Hi, I'm planning to bring my SAMSUNG UE40H6400 which I bought outside Finland (Poland) it has DTV Tune: DVB-T / C
Does it mean that I will be able to watch finish programs without digibox?
Thank you in advance.
Artur

Jukka Aho
Posts: 5237
Joined: Fri Apr 06, 2007 1:46 am
Location: Espoo, Finland

Re: Cable tv, digibox and...moving out.

Post by Jukka Aho » Fri Oct 10, 2014 10:55 pm

PArtu wrote:Hi, I'm planning to bring my SAMSUNG UE40H6400 which I bought outside Finland (Poland) it has DTV Tune: DVB-T / C
Does it mean that I will be able to watch finish programs without digibox?
If the manual specifically lists both “DVB-T” and “DVB-C” as supported signal types, using it in Finland sounds possible, at least.

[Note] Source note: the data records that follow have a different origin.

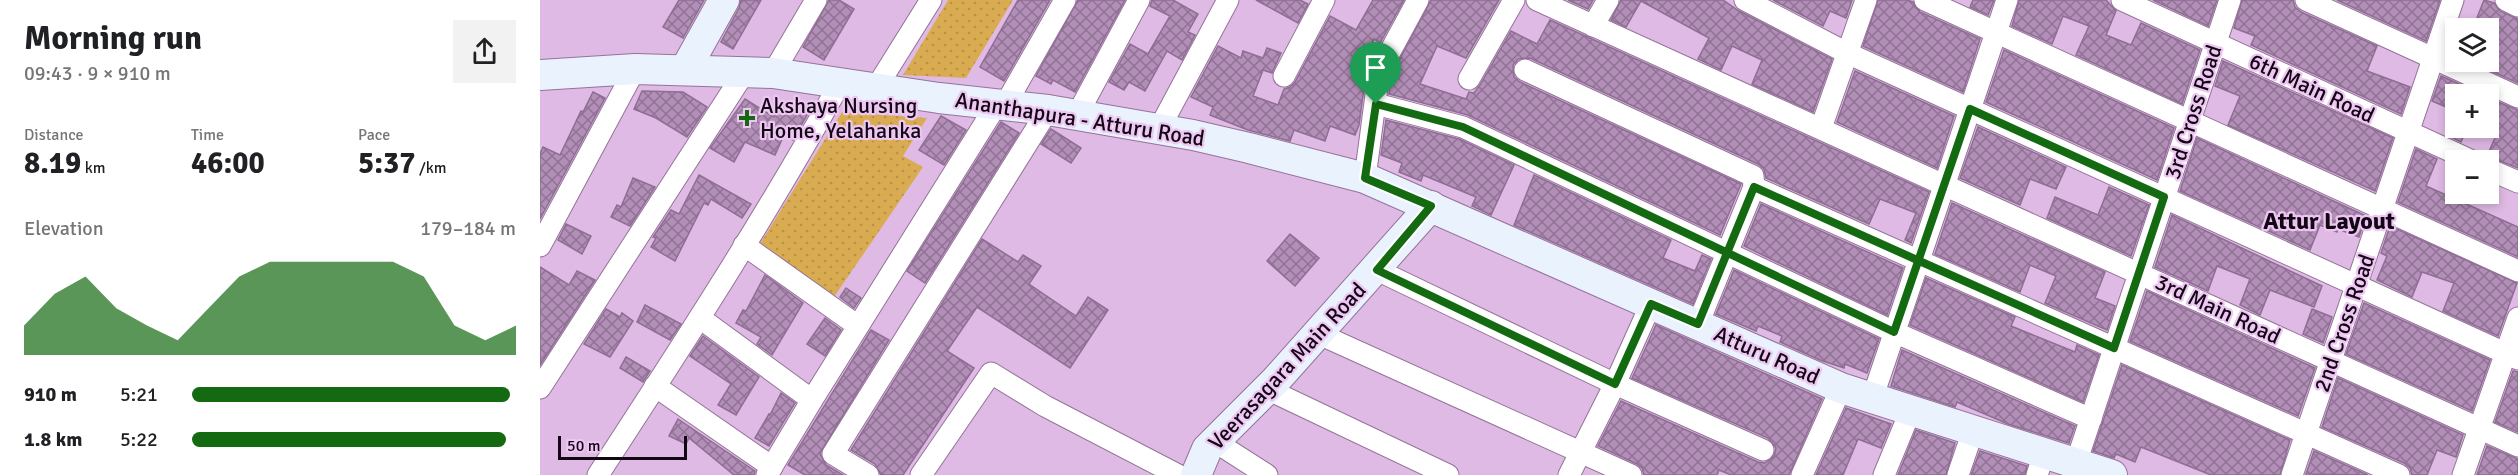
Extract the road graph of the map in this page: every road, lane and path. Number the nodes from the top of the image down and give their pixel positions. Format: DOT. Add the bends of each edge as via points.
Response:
graph roads {
  1 [pos="724,0"];
  2 [pos="816,0"];
  3 [pos="931,0"];
  4 [pos="1065,0"];
  5 [pos="1139,0"];
  6 [pos="1228,0"];
  7 [pos="1324,0"];
  8 [pos="1418,0"];
  9 [pos="1514,0"];
  10 [pos="1537,0"];
  11 [pos="1608,0"];
  12 [pos="1745,0"];
  13 [pos="1866,0"];
  14 [pos="1925,0"];
  15 [pos="2007,0"];
  16 [pos="2122,0"];
  17 [pos="2230,0"];
  18 [pos="2306,0"];
  19 [pos="2453,0"];
  20 [pos="2506,0"];
  21 [pos="2518,6"];
  22 [pos="1593,26"];
  23 [pos="1996,32"];
  24 [pos="2216,43"];
  25 [pos="1847,53"];
  26 [pos="2433,58"];
  27 [pos="634,69"];
  28 [pos="685,70"];
  29 [pos="1525,70"];
  30 [pos="759,73"];
  31 [pos="540,75"];
  32 [pos="1284,76"];
  33 [pos="1469,79"];
  34 [pos="840,83"];
  35 [pos="876,88"];
  36 [pos="2518,98"];
  37 [pos="1376,104"];
  38 [pos="1001,105"];
  39 [pos="1970,109"];
  40 [pos="1063,113"];
  41 [pos="2190,121"];
  42 [pos="1821,128"];
  43 [pos="1159,129"];
  44 [pos="2408,132"];
  45 [pos="2448,150"];
  46 [pos="2499,174"];
  47 [pos="1365,178"];
  48 [pos="2518,182"];
  49 [pos="1944,184"];
  50 [pos="1754,187"];
  51 [pos="2164,197"];
  52 [pos="1431,206"];
  53 [pos="2382,209"];
  54 [pos="744,245"];
  55 [pos="540,246"];
  56 [pos="1727,252"];
  57 [pos="1918,261"];
  58 [pos="1377,270"];
  59 [pos="2518,271"];
  60 [pos="2139,273"];
  61 [pos="2356,285"];
  62 [pos="1651,304"];
  63 [pos="700,318"];
  64 [pos="2518,318"];
  65 [pos="1698,324"];
  66 [pos="858,326"];
  67 [pos="1894,332"];
  68 [pos="1319,334"];
  69 [pos="2114,348"];
  70 [pos="2512,356"];
  71 [pos="2331,361"];
  72 [pos="1615,384"];
  73 [pos="655,386"];
  74 [pos="540,388"];
  75 [pos="1841,388"];
  76 [pos="1267,389"];
  77 [pos="812,399"];
  78 [pos="1872,399"];
  79 [pos="1910,412"];
  80 [pos="2091,419"];
  81 [pos="2479,429"];
  82 [pos="1974,431"];
  83 [pos="2306,434"];
  84 [pos="1214,441"];
  85 [pos="2518,446"];
  86 [pos="1763,450"];
  87 [pos="1580,453"];
  88 [pos="2076,463"];
  89 [pos="2041,464"];
  90 [pos="769,471"];
  91 [pos="603,473"];
  92 [pos="868,475"];
  93 [pos="921,475"];
  94 [pos="1178,475"];
  95 [pos="1196,475"];
  96 [pos="1267,475"];
  97 [pos="1448,475"];
  98 [pos="1569,475"];
  99 [pos="1631,475"];
  100 [pos="1802,475"];
  101 [pos="1884,475"];
  102 [pos="1958,475"];
  103 [pos="2112,475"];
  104 [pos="2292,475"];
  105 [pos="2399,475"];
  106 [pos="2463,475"];
  1 -- 28 [label="street"];
  2 -- 30 [label="street"];
  3 -- 35 [label="street"];
  4 -- 38 [label="street"];
  5 -- 40 [label="street"];
  6 -- 43 [label="street"];
  7 -- 32 [label="street"];
  8 -- 37 [label="street" via="1379,72"];
  9 -- 33 [label="street"];
  10 -- 22 [label="street, 3rd Main Road"];
  11 -- 22 [label="street"];
  12 -- 25 [label="street"];
  13 -- 25 [label="street"];
  14 -- 23 [label="street"];
  15 -- 23 [label="street"];
  16 -- 24 [label="street, 6th Main Road"];
  17 -- 24 [label="street, 3rd Cross Road"];
  18 -- 26 [label="street"];
  19 -- 26 [label="street, 2nd Cross Road"];
  20 -- 21 [label="street"];
  22 -- 42 [label="street, 3rd Main Road"];
  23 -- 39 [label="street"];
  23 -- 41 [label="street"];
  24 -- 41 [label="street, 3rd Cross Road"];
  24 -- 44 [label="street, 6th Main Road"];
  25 -- 39 [label="street"];
  25 -- 42 [label="street"];
  26 -- 36 [label="street"];
  26 -- 44 [label="street, 2nd Cross Road"];
  27 -- 28 [label="street, Ananthapura - Atturu Road"];
  27 -- 31 [label="street, Ananthapura - Atturu Road"];
  27 -- 55 [label="street"];
  28 -- 30 [label="street, Ananthapura - Atturu Road"];
  29 -- 50 [label="street" via="1753,176"];
  30 -- 34 [label="street, Ananthapura - Atturu Road"];
  30 -- 74 [label="street"];
  34 -- 35 [label="street, Ananthapura - Atturu Road"];
  34 -- 54 [label="street"];
  35 -- 38 [label="street, Ananthapura - Atturu Road"];
  37 -- 47 [label="street"];
  37 -- 56 [label="street" via="1463,127"];
  38 -- 40 [label="street, Ananthapura - Atturu Road"];
  38 -- 66 [label="street"];
  39 -- 49 [label="street"];
  39 -- 51 [label="street"];
  40 -- 43 [label="street, Ananthapura - Atturu Road"];
  40 -- 92 [label="street" via="833,454"];
  41 -- 51 [label="street, 3rd Cross Road"];
  41 -- 53 [label="street"];
  42 -- 49 [label="street, 3rd Main Road"];
  43 -- 47 [label="street, Ananthapura - Atturu Road"];
  44 -- 45 [label="street, 6th Main Road"];
  44 -- 53 [label="street, 2nd Cross Road"];
  46 -- 48 [label="street"];
  47 -- 52 [label="street, Ananthapura - Atturu Road"];
  49 -- 57 [label="street"];
  49 -- 60 [label="street, 3rd Main Road"];
  50 -- 56 [label="street"];
  50 -- 57 [label="street"];
  51 -- 60 [label="street, 3rd Cross Road"];
  51 -- 61 [label="street"];
  52 -- 58 [label="street, Veerasagara Main Road"];
  52 -- 62 [label="street, Atturu Road"];
  53 -- 59 [label="street"];
  53 -- 61 [label="street, 2nd Cross Road"];
  54 -- 63 [label="street"];
  54 -- 66 [label="street"];
  56 -- 65 [label="street"];
  56 -- 67 [label="street"];
  57 -- 67 [label="street"];
  57 -- 69 [label="street"];
  58 -- 68 [label="street, Veerasagara Main Road"];
  58 -- 72 [label="street"];
  60 -- 69 [label="street, 3rd Cross Road"];
  60 -- 71 [label="street, 3rd Main Road"];
  61 -- 70 [label="street"];
  61 -- 71 [label="street, 2nd Cross Road"];
  62 -- 65 [label="street, Atturu Road"];
  62 -- 72 [label="street"];
  63 -- 73 [label="street"];
  63 -- 77 [label="street"];
  64 -- 70 [label="street"];
  65 -- 75 [label="street, Atturu Road"];
  66 -- 77 [label="street"];
  67 -- 78 [label="street"];
  67 -- 80 [label="street"];
  68 -- 76 [label="street, Veerasagara Main Road"];
  68 -- 87 [label="street"];
  69 -- 80 [label="street, 3rd Cross Road"];
  69 -- 83 [label="street"];
  70 -- 81 [label="street"];
  71 -- 81 [label="street, 3rd Main Road"];
  71 -- 83 [label="street, 2nd Cross Road"];
  72 -- 86 [label="street"];
  72 -- 87 [label="street"];
  73 -- 90 [label="street"];
  73 -- 91 [label="street"];
  75 -- 78 [label="street, Atturu Road"];
  75 -- 100 [label="street"];
  76 -- 84 [label="street, Veerasagara Main Road"];
  76 -- 97 [label="street"];
  77 -- 90 [label="street"];
  78 -- 79 [label="street, Atturu Road"];
  79 -- 82 [label="street, Atturu Road"];
  79 -- 101 [label="street"];
  80 -- 88 [label="street, 3rd Cross Road"];
  81 -- 85 [label="street, 3rd Main Road"];
  81 -- 106 [label="street"];
  82 -- 89 [label="street, Atturu Road"];
  82 -- 102 [label="street"];
  83 -- 104 [label="street, 2nd Cross Road"];
  83 -- 105 [label="street"];
  84 -- 95 [label="street, Veerasagara Main Road"];
  84 -- 96 [label="street"];
  87 -- 98 [label="street"];
  87 -- 99 [label="street"];
  88 -- 89 [label="street, Atturu Road"];
  88 -- 103 [label="street, Atturu Road"];
  93 -- 94 [label="street" via="991,373 1045,406"];
}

If you reset the TV back to factory settings and go through the initial setup again, does it let you select “Finland” as the current area/country/location? If so, I guess it should work here, then.

According to user manuals found on Internet, you can restore the factory settings on a modern Samsung TV by choosing SupportSelf DiagnosisReset and entering the PIN ‘0000’.

Finnish terrestrial SD channels are broadcast using the older DVB-T signaling.
Finnish terrestrial HD channels are broadcast using the newer, more efficient DVB-T2 signaling.
Finnish cable channels employ DVB-C signaling for both SD and HD content.

Subscription-based premium channels require purchasing a Conax CAM and a viewing card.
(DVB-capable TVs usually feature a Common Interface slot for a CAM, sometimes mislabeled as ‘PCMCIA’.)

If in doubt, you will find a list of locally tested (certified to be compatible) devices for both terrestrial and cable reception here.